DR. STEINBAUER: Furthermore, he has been accused of interfering with the existing legislation by issuing laws concerned with citizenship and also with marriage. You were in charge of the Justice Department. What can you say about that, quite briefly?

WIMMER: Acts of interference of that kind did occur. However, they occurred because they were necessary from the point of view of the conduct of the war and for the Armed Forces in particular for, to mention the question of citizenship, those Dutchmen who had entered the German Army wanted to have the assurance of also obtaining German citizenship. The Reich Commissioner, however, who was of the opinion that by acquiring German citizenship they should not incur any disadvantage in Holland, decreed—and this can be found in the corresponding decree—that these Dutchmen who acquired German citizenship should retain their Dutch citizenship, so that by so doing they would not be alienated from their people and their nation.

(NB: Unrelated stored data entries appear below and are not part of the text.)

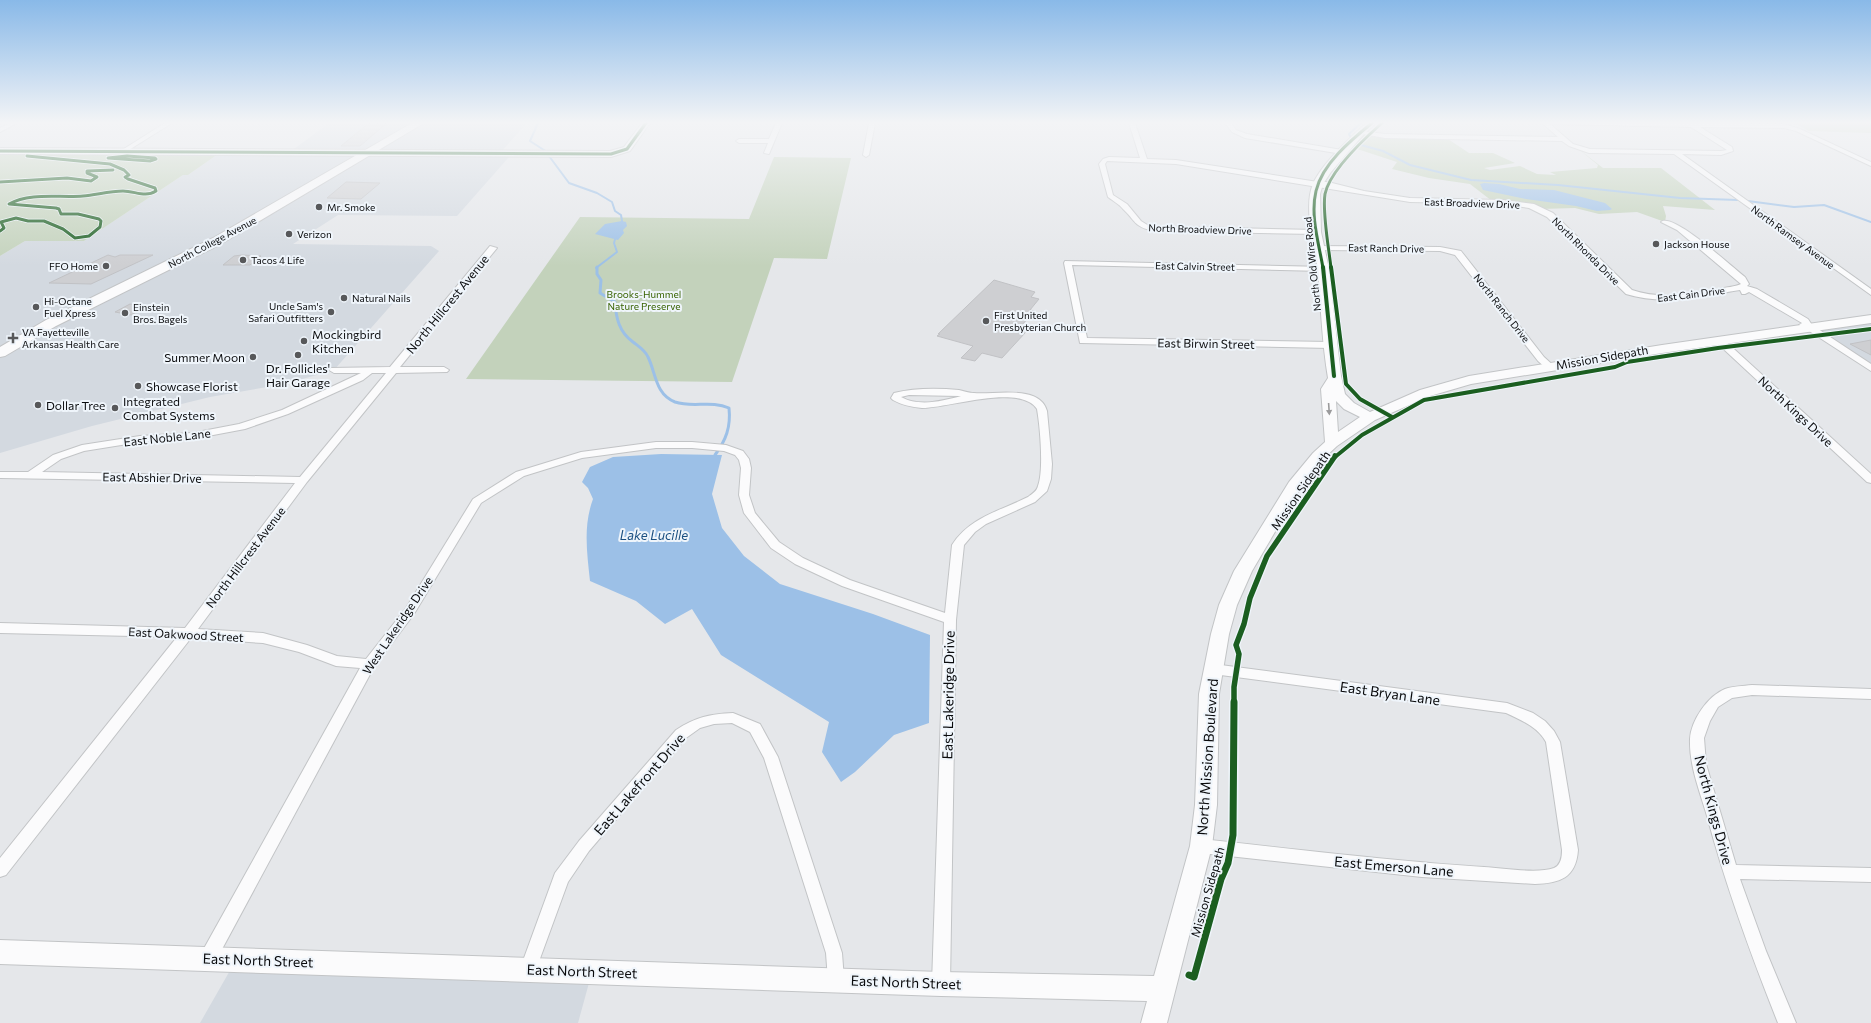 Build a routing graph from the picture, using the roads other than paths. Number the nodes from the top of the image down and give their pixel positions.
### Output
1 (338, 171) edge
2 (1104, 171) edge
3 (1235, 171) edge
4 (1328, 171) edge
5 (1701, 171) edge
6 (1318, 184) junction
7 (1531, 206) joint
8 (1665, 222) dead end
9 (1316, 232) junction
10 (493, 248) dead end
11 (1319, 248) junction
12 (1453, 250) joint
13 (1322, 268) junction
14 (1742, 287) junction
15 (1871, 293) edge
16 (1639, 297) joint
17 (1871, 319) edge
18 (1809, 327) junction
19 (1083, 341) joint
20 (1720, 341) junction
21 (1330, 344) junction
22 (0, 354) edge
23 (1550, 367) junction
24 (1871, 368) edge
25 (334, 370) dead end
26 (370, 370) junction
27 (394, 370) junction
28 (444, 370) dead end
29 (1334, 376) junction
30 (974, 396) junction
31 (1370, 417) junction
32 (1332, 443) junction
33 (726, 448) joint
34 (0, 475) edge
35 (31, 475) junction
36 (303, 480) junction
37 (1871, 480) edge
38 (950, 620) junction
39 (0, 628) edge
40 (188, 633) junction
41 (369, 664) junction
42 (1213, 669) junction
43 (1871, 694) edge
44 (1201, 846) junction
45 (1570, 850) joint
46 (0, 870) edge
47 (1730, 872) junction
48 (1871, 875) edge
49 (0, 952) edge
50 (208, 958) junction
51 (528, 969) junction
52 (836, 980) junction
53 (941, 984) junction
54 (1164, 989) junction
55 (1154, 1023) edge
56 (1787, 1023) edge

1 - 22 main road, North College Avenue
2 - 9 street, North Broadview Drive
3 - 6 street, East Broadview Drive
4 - 6 street, North Old Wire Road
5 - 15 street, North Ramsey Avenue
6 - 7 street, East Broadview Drive
6 - 9 street, North Old Wire Road
7 - 16 street, North Rhonda Drive
8 - 14 street
9 - 11 street, North Old Wire Road
10 - 27 street, North Hillcrest Avenue
11 - 12 street, East Ranch Drive
11 - 13 street, North Old Wire Road
12 - 23 street, North Ranch Drive
13 - 19 street, East Calvin Street
13 - 21 street, North Old Wire Road
14 - 16 street, East Cain Drive
14 - 18 street
17 - 18 street, North Mission Boulevard
18 - 20 street, North Mission Boulevard
18 - 24 street
19 - 21 street, East Birwin Street
20 - 23 street, North Mission Boulevard
20 - 37 street, North Kings Drive
21 - 29 street, North Old Wire Road
23 - 31 street, North Mission Boulevard
25 - 26 street
26 - 27 street
26 - 35 street, East Noble Lane
27 - 28 street
27 - 36 street, North Hillcrest Avenue
29 - 31 street, North Old Wire Road
29 -> 32 street
30 - 30 street
30 - 38 street
31 - 32 street, North Mission Boulevard
32 - 42 street, North Mission Boulevard
33 - 38 street, East Lakeridge Drive
33 - 41 street, West Lakeridge Drive
34 - 35 street, East Abshier Drive
35 - 36 street, East Abshier Drive
36 - 40 street, North Hillcrest Avenue
38 - 53 street, East Lakeridge Drive
39 - 40 street, East Oakwood Street
40 - 41 street, East Oakwood Street
40 - 46 street, North Hillcrest Avenue
41 - 50 street, West Lakeridge Drive
42 - 44 street, North Mission Boulevard
42 - 45 street, East Bryan Lane
43 - 47 street, North Kings Drive
44 - 45 street, East Emerson Lane
44 - 54 street, North Mission Boulevard
47 - 48 street
47 - 56 street, North Kings Drive
49 - 50 street, East North Street
50 - 51 street, East North Street
51 - 52 street, East North Street
51 - 52 street, East Lakefront Drive
52 - 53 street, East North Street
53 - 54 street, East North Street
54 - 55 street, North Mission Boulevard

So far as marriage laws are concerned, the necessity arose that if soldiers, in particular, wanted to marry Dutch girls, the parents’ approval of the marriage was not asked, and not for political reasons. This approval was of some importance in that connection because the parents, contrary to the rule in many other nations, retained this right of approval until, I believe, the thirtieth year of the daughter concerned.

DR. STEINBAUER: Now I come to another chapter. That is the question of the so-called summary courts-martial (Standgericht). Will you tell us how these courts-martial were organized and how long and when they were in session?

WIMMER: The creation of courts-martial was seen as a necessity after a general strike had broken out in Amsterdam and we wanted to have a legal basis for future cases so as to prevent future strikes as far as possible, that is, to be able to combat them effectively after they had broken out on the basis of the proper law.

How these courts-martial were organized and when they had to function is exactly set down in the corresponding decree of the Reich Commissioner. However, if I am to answer your specific question here about the composition of these summary courts-martial, I can in any case only say from memory that the president of these courts was a judge, and moreover a judge who fulfilled all the requirements which a judge in the German Reich had to fulfill.

DR. STEINBAUER: Well, that is the essential point, and if I understand you correctly, before these courts became police courts a judicial functionary was president of these courts-martial. Is that correct?

WIMMER: Yes.

DR. STEINBAUER: Is it known to you whether Seyss-Inquart had so-called collective fines imposed on certain cities and communities?

WIMMER: The Reich Commissioner actually imposed such collective fines. The largest which was imposed, I believe, was the one which was imposed once on Amsterdam on the occasion of the general strike which I have already mentioned. The fines were decreed in accordance with established procedure on the basis of existing decrees, and they were proclaimed in an official decree by the police.